Nextbook began as a daily blog about Jewish culture, arts, and literature. That sentence undersells it considerably.
The Client
What started as a focused online publication expanded into something with real cultural ambition: a foundation publishing books, producing festivals, and building an archive of writing and criticism substantial enough that one observer compared it to the New York Review of Books — the Jewish one. That is not a small thing to be compared to.
The Challenge
A site that grows organically — from blog to foundation to festival producer to literary destination — accumulates complexity in ways that aren't always planned for. The breadth of content that makes Nextbook valuable is also what makes it hard to organize, present, and navigate. Writing and criticism across the full range of Jewish cultural life doesn't fit neatly into a template.
Our Approach
RubyStudio handled design, development, and hosting — the full stack, in the older sense of that phrase.

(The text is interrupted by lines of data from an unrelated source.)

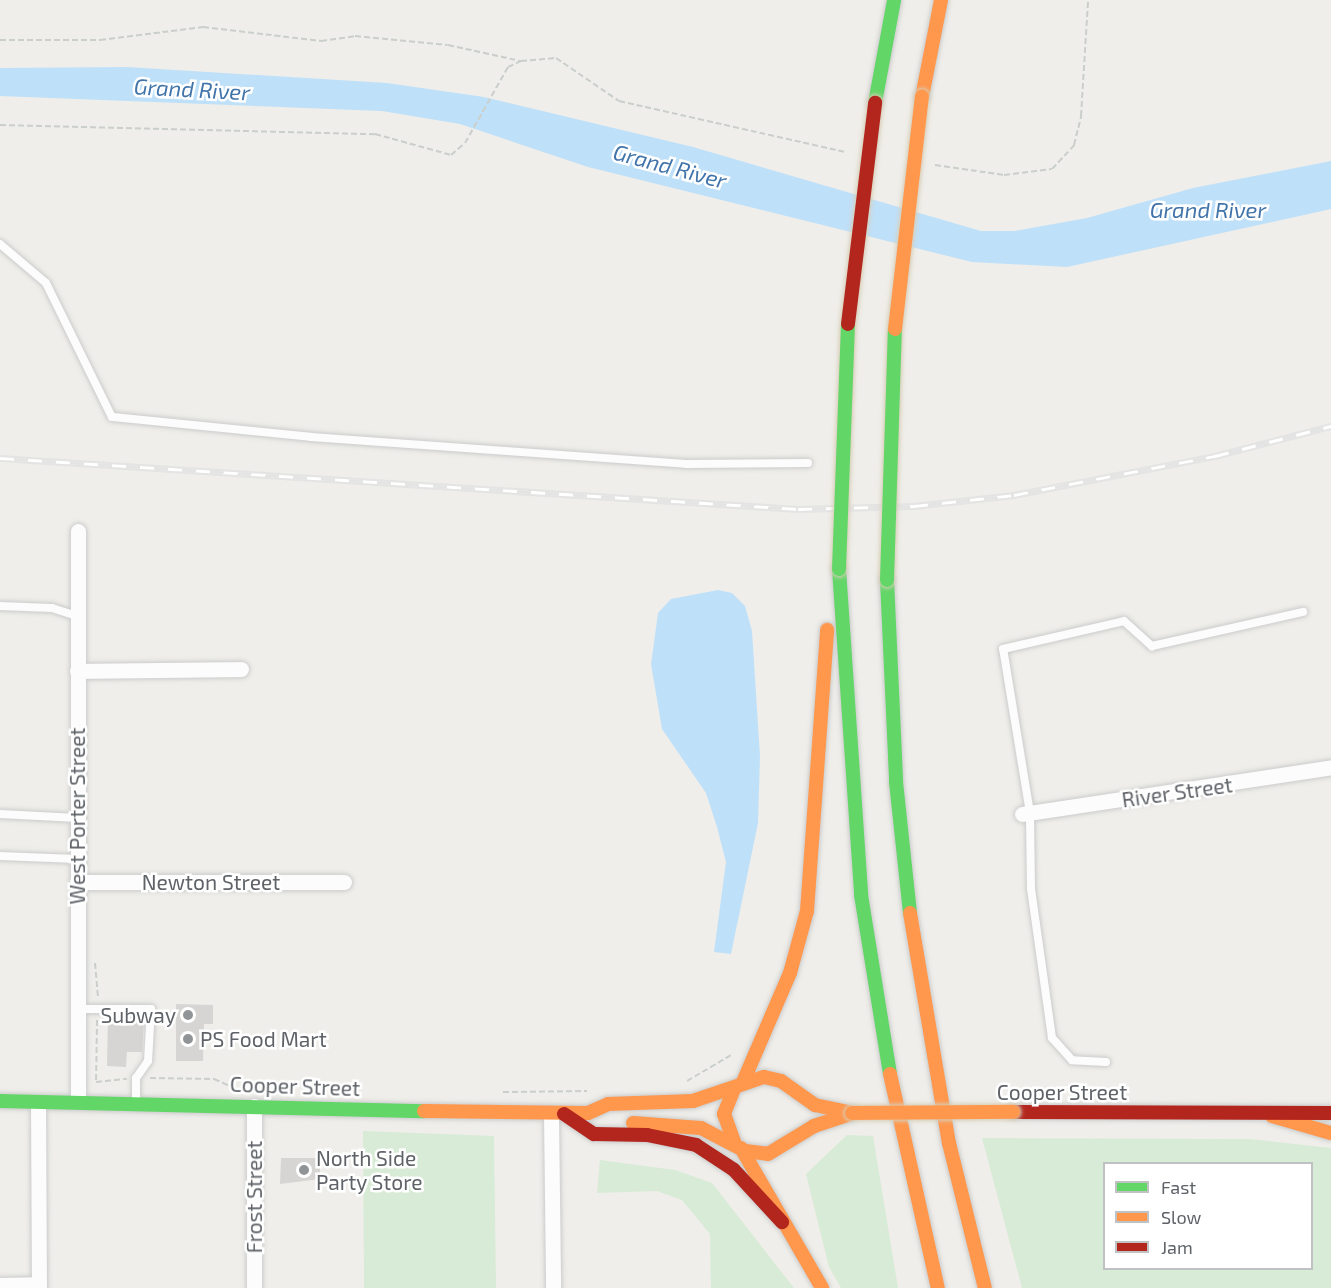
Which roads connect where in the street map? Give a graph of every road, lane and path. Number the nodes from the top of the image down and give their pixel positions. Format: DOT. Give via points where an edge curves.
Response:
graph roads {
  1 [pos="894,0"];
  2 [pos="941,0"];
  3 [pos="0,40"];
  4 [pos="0,125"];
  5 [pos="0,244"];
  6 [pos="808,463"];
  7 [pos="78,531"];
  8 [pos="839,569"];
  9 [pos="0,606"];
  10 [pos="1303,612"];
  11 [pos="77,616"];
  12 [pos="241,669"];
  13 [pos="77,671"];
  14 [pos="1331,766"];
  15 [pos="1026,813"];
  16 [pos="0,814"];
  17 [pos="77,818"];
  18 [pos="0,856"];
  19 [pos="77,859"];
  20 [pos="77,882"];
  21 [pos="344,882"];
  22 [pos="95,963"];
  23 [pos="78,1010"];
  24 [pos="98,1010"];
  25 [pos="752,1056"];
  26 [pos="1106,1062"];
  27 [pos="136,1078"];
  28 [pos="681,1083"];
  29 [pos="739,1085"];
  30 [pos="240,1086"];
  31 [pos="939,1089"];
  32 [pos="593,1091"];
  33 [pos="499,1092"];
  34 [pos="794,1092"];
  35 [pos="0,1101"];
  36 [pos="38,1101"];
  37 [pos="78,1101"];
  38 [pos="136,1102"];
  39 [pos="254,1106"];
  40 [pos="588,1113"];
  41 [pos="852,1113"];
  42 [pos="1331,1113"];
  43 [pos="558,1114"];
  44 [pos="1272,1116"];
  45 [pos="1331,1123"];
  46 [pos="1331,1133"];
  47 [pos="793,1140"];
  48 [pos="737,1145"];
  49 [pos="782,1222"];
  50 [pos="0,1285"];
  51 [pos="39,1286"];
  52 [pos="254,1288"];
  53 [pos="553,1288"];
  54 [pos="822,1288"];
  55 [pos="938,1288"];
  56 [pos="985,1288"];
  57 [pos="1000,1288"];
  1 -- 8 [label="main road, bridge" via="875,103 848,312"];
  2 -- 31 [label="main road, bridge" via="922,97 890,372 887,580 908,897"];
  3 -- 4 [label="path" via="100,40 203,27 321,41 355,36 413,42 521,61 508,67 489,94 465,143 451,155 375,134"];
  5 -- 6 [label="lane" via="46,283 112,417 311,438 674,463"];
  7 -- 11 [label="street, West Porter Street"];
  8 -- 25 [label="main road" via="824,654 807,911 787,981"];
  8 -- 55 [label="main road" via="861,895 896,1111"];
  9 -- 11 [label="lane" via="52,608"];
  10 -- 15 [label="lane" via="1152,646 1124,621 1006,646 1001,657"];
  11 -- 13 [label="street, West Porter Street"];
  12 -- 13 [label="street"];
  13 -- 17 [label="street, West Porter Street"];
  14 -- 15 [label="street, River Street"];
  15 -- 26 [label="lane" via="1031,889 1052,1038 1072,1060"];
  16 -- 17 [label="lane"];
  17 -- 19 [label="street, West Porter Street"];
  18 -- 19 [label="lane"];
  19 -- 20 [label="street, West Porter Street"];
  20 -- 21 [label="street, Newton Street"];
  20 -- 23 [label="street, West Porter Street"];
  22 -- 24 [label="path"];
  23 -- 24 [label="lane"];
  23 -- 37 [label="street, West Porter Street"];
  24 -- 27 [label="path" via="96,1082"];
  24 -- 27 [label="lane" via="151,1009 148,1061"];
  25 -- 28 [label="path" via="736,1052 714,1070"];
  25 -- 29 [label="main road"];
  27 -- 30 [label="path" via="214,1079"];
  27 -- 38 [label="lane"];
  29 -- 34 [label="main road, Cooper Street" via="770,1077"];
  29 -- 40 [label="main road, Cooper Street" via="685,1102 608,1104"];
  29 -- 48 [label="main road" via="724,1114"];
  31 -- 56 [label="main road"];
  31 -- 57 [label="main road"];
  32 -- 33 [label="path"];
  34 -- 41 [label="main road, Cooper Street" via="815,1105"];
  34 -- 47 [label="main road" via="802,1116"];
  35 -- 36 [label="main road, Cooper Street"];
  36 -- 37 [label="main road, Cooper Street"];
  36 -- 51 [label="street"];
  37 -- 38 [label="main road, Cooper Street"];
  38 -- 39 [label="main road, Cooper Street"];
  39 -- 43 [label="main road, Cooper Street"];
  39 -- 52 [label="street, Frost Street"];
  40 -- 43 [label="main road, Cooper Street"];
  40 -- 48 [label="main road, Cooper Street" via="606,1123 691,1126"];
  41 -- 44 [label="main road, Cooper Street, bridge"];
  41 -- 47 [label="main road, Cooper Street"];
  42 -- 44 [label="main road, Cooper Street"];
  43 -- 49 [label="main road" via="594,1134 647,1135 696,1145 734,1170"];
  43 -- 53 [label="street"];
  44 -- 45 [label="main road, Cooper Street"];
  44 -- 46 [label="main road"];
  47 -- 48 [label="main road, Cooper Street" via="768,1154"];
  48 -- 49 [label="main road"];
  49 -- 54 [label="main road"];
  50 -- 51 [label="street"];
}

Building a site that could hold a large and growing body of work without collapsing under its own weight required thinking carefully about structure and hierarchy: how readers find things, how content ages gracefully, how a daily publishing cadence coexists with an archive that deserves to be discovered.
The Outcome
Nextbook became what its founders had in mind: a serious literary destination that also happened to be a daily publication, a festival producer, and a publishing house. The site held all of it. That "Jewish New York Review of Books" comparison wasn't just flattery — it was a description of something the site made possible.